I'm one of those women who can be sitting in a room and can determine who is having a great day, who is having an awful day, who needs encouragement, and who needs a good laugh, and somehow God puts people in my life who are not very sensitive and it allows me to grow a tougher skin when needed.
All in all my sensitivity has lead me to believe that being kind is the ultimate to not only building relationships with others, and sharing God's love, but also being allowed to meet so many different people. I have friends of all races, all backgrounds, all socioeconomic groups, churched, un-churched, and kindness has always been the key factor in being allowed "in" to their lives.
I recently picked up a book called "Random Acts of Kindness" and the stories and quotes that are shared are just awesome. It was a cute, small little book, that could easily be fit into my purse and be read while the kids are playing at the park, or while John is driving in the car. The stories are short and the quotes are meaningful. For the next couple of weeks I'd like to make My Case for Kindness and share some reasons, some stories, some ideas why I feel it is so important to be kind to people.
After all one way for us to give glory to the Lord is to show love for his people. All people matter to God. Not just pretty, perfect people, all people. As a matter of fact, people who can give us nothing back (widows and orphans) are the people that God calls us to bless and show kindness to the most! I know it's easy to show kindness to those we love naturally, to those who do great things for us, to those who go above and beyond for us, but God calls us to push aside our selfish ways and to be kind to those who are not necessarily kind back to us.
I grew up with my mom always saying, "If you have nothing nice to say, don't say anything at all." This little phrase caused me to bite my tongue many a time, especially when I wanted to talk back to my parents or lash out at one of my sisters. But that phrase is true even today as an adult. Often times people say things to us and our immediate reaction is to lash out or snap a quick hurtful word back...and many times the best thing to do is to say nothing at all, and walk away from the situation.
Recently I was in Barnes and Noble purchasing some gifts. The woman behind the counter was so kind to me. She was sweet. She was polite. She offered to wrap my gifts. She made a separate transaction just to give me gift receipts. And the woman behind me in line waited so patiently and smiled and even though I felt bad that I was taking long to get the gift receipts she made me feel it was okay and that she wasn't in a rush. We even all laughed together because when the cashier asked if she could wrap my gifts I politely declined and said, "Actually I have a theme going for a certain little girl who is about to turn 1, yes I know, I'm one of those neurotic aunties!" And the woman behind me said, "I"m like that too!" These women were just so kind to me, and it made my whole experience at the store so pleasant.

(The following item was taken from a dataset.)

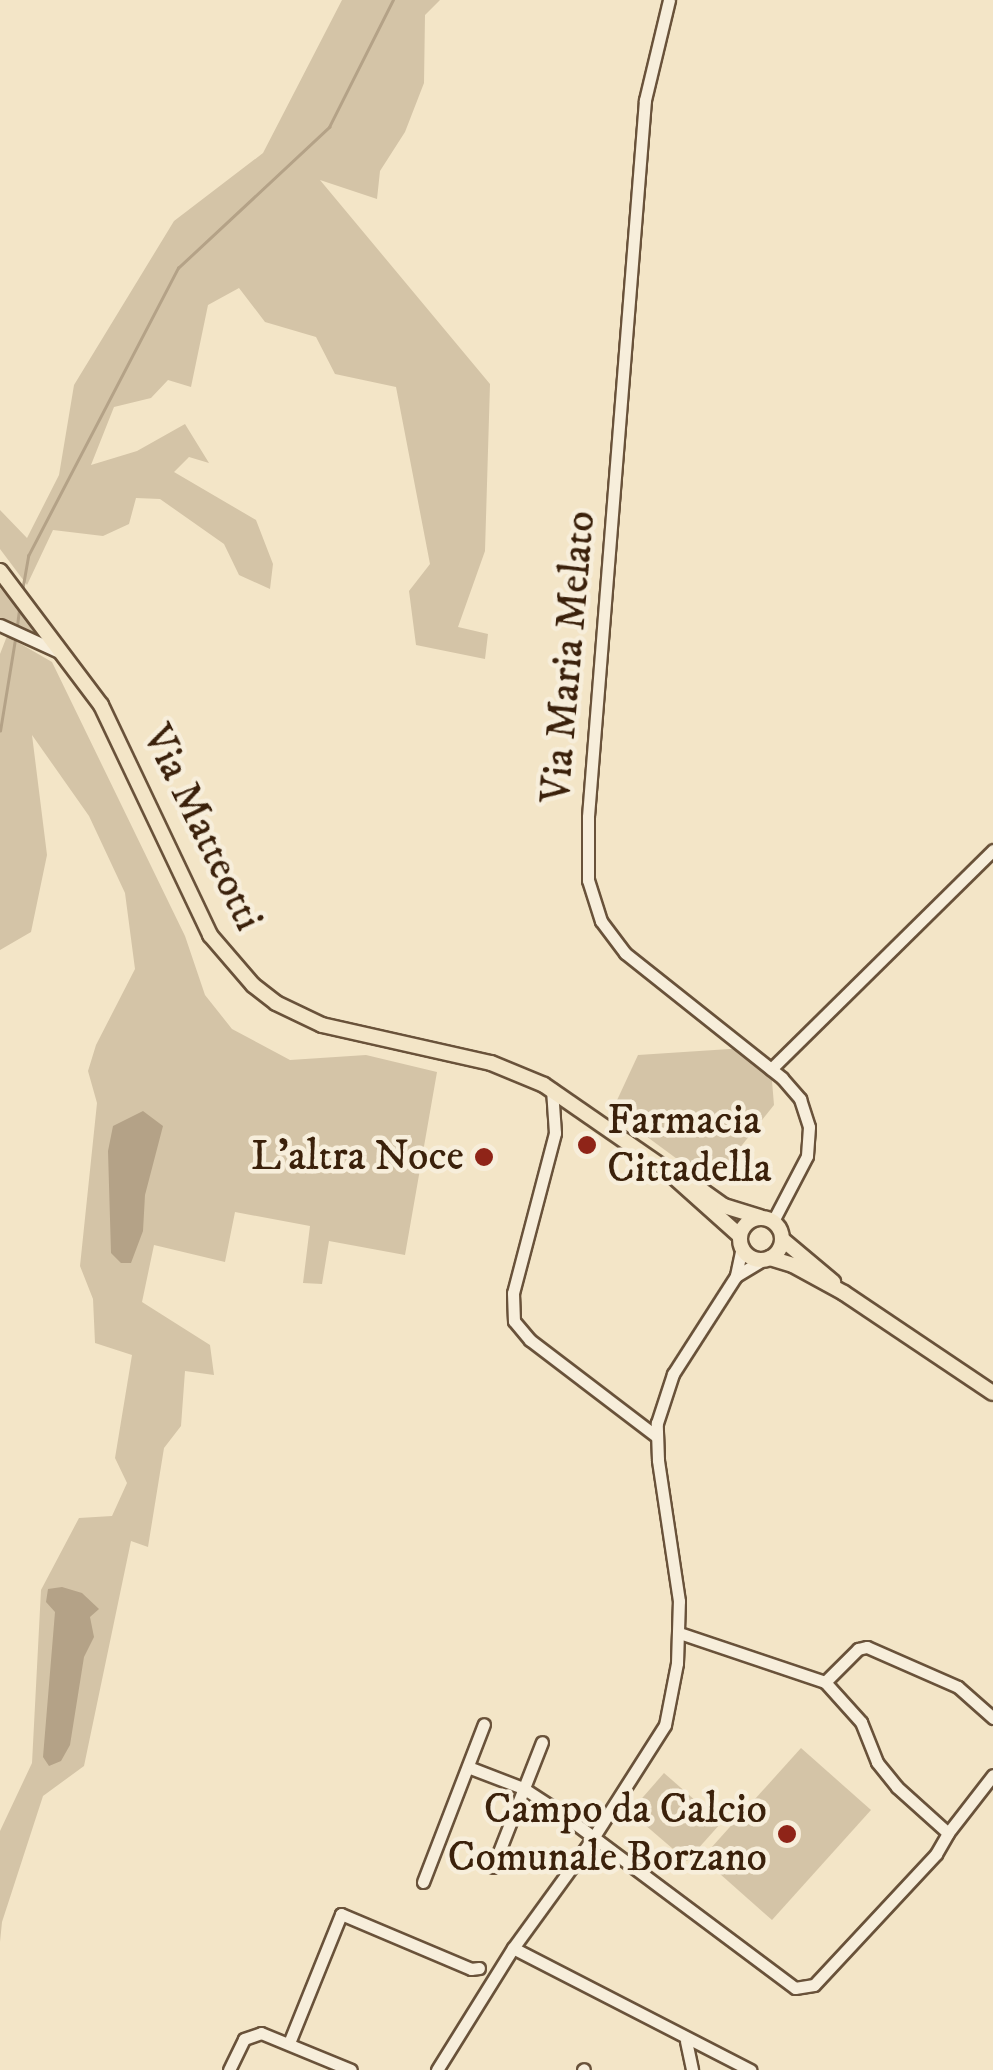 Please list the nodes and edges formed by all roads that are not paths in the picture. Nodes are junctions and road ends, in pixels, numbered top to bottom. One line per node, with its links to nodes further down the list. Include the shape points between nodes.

Do you ever get antsy, or sigh loudly in line because things are taking too long and you are in a rush? I know I have, and these ladies taught me a lesson in kindness. We should all be so kind as to allow people the time they need, and stop being so focused on rushing here and there and forget the importance of people.
"We do not remember days, we remember moments."--Cesare Pavese... Isn't this quote so true? I know even now looking at my 2 1/2 year old and almost 4 year old, so much time has gone by that I forget all of the hard nitty gritty daily things, but I remember the special moments we spent as a family, or holidays, or milestones, days when we took time to focus on what was really important...people. It helps me to remember that each day with my kids and my husband, may I be kind so that they remember a happy, loving mommy, who wanted to make life wonderful and meaningful for them.